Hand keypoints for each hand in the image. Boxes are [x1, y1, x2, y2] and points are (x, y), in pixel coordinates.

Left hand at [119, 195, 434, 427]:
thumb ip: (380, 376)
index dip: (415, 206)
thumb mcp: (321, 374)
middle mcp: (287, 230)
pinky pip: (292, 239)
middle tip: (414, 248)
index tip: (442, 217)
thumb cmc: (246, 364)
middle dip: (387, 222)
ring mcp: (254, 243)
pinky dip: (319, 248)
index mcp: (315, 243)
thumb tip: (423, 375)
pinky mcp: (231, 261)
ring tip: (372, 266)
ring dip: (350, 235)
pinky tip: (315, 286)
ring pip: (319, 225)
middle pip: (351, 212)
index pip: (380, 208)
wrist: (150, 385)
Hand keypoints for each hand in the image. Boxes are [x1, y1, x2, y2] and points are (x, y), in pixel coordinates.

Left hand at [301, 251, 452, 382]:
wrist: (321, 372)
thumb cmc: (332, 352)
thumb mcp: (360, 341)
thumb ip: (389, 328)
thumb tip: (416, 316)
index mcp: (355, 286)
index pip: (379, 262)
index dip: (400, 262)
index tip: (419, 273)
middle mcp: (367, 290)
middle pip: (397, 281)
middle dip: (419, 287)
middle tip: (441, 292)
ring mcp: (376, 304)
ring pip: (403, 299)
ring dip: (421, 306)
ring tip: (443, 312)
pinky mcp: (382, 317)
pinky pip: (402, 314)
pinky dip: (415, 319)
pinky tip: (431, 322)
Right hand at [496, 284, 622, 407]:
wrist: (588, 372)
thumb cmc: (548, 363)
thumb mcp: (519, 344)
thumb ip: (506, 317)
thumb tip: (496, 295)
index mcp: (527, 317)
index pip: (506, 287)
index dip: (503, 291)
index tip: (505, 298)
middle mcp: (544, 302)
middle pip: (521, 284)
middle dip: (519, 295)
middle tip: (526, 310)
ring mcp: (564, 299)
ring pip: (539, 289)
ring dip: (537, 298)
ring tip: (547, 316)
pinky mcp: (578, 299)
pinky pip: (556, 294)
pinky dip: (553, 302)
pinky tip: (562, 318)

→ **Instructions for the task**:
Write the records out once more, word for word.

→ **Task response**:
Hand keypoints for each hand in the image. Boxes are [x1, y1, x2, y2] and points are (x, y), in pixel coordinates.

Left hand at [119, 195, 434, 427]:
thumb ip: (380, 376)
index dip: (415, 206)
thumb mcp: (321, 374)
middle mcp: (287, 230)
pinky pip: (292, 239)
middle tip: (414, 248)
index tip: (442, 217)
thumb cmc: (246, 364)
middle dip: (387, 222)
ring mcp: (254, 243)
pinky dip: (319, 248)
index mcp: (315, 243)
thumb tip: (423, 375)
pinky mcp: (231, 261)
ring tip: (372, 266)
ring dip: (350, 235)
pinky tip: (315, 286)
ring pip: (319, 225)
middle pip: (351, 212)
index pip: (380, 208)
wrist: (150, 385)
Hand keypoints for each hand in the image. Boxes are [x1, y1, x2, y2] and points are (x, y), in pixel coordinates.

Left hand at [301, 251, 452, 382]:
wrist: (321, 372)
thumb cmc: (332, 352)
thumb mcp: (360, 341)
thumb ip: (389, 328)
thumb tip: (416, 316)
index mcp: (355, 286)
index pip: (379, 262)
index dip: (400, 262)
index tip: (419, 273)
middle mcp: (367, 290)
middle pip: (397, 281)
middle dip: (419, 287)
middle tip: (441, 292)
ring mcp: (376, 304)
ring pip: (403, 299)
ring dip: (421, 306)
ring tip: (443, 312)
pinky mcp: (382, 317)
pinky pip: (402, 314)
pinky dip: (415, 319)
pinky tip: (431, 322)
Right hand at [496, 284, 622, 407]:
wrist: (588, 372)
thumb cmc: (548, 363)
thumb mcp: (519, 344)
thumb ip: (506, 317)
thumb tip: (496, 295)
index mcp: (527, 317)
index pip: (506, 287)
index dip: (503, 291)
index tip: (505, 298)
middle mcp: (544, 302)
middle pip: (521, 284)
middle dip: (519, 295)
middle tip: (526, 310)
ring mcp: (564, 299)
ring pip: (539, 289)
ring dip: (537, 298)
ring tip: (547, 316)
pinky mcp: (578, 299)
pinky pip: (556, 294)
pinky dip: (553, 302)
pinky tip: (562, 318)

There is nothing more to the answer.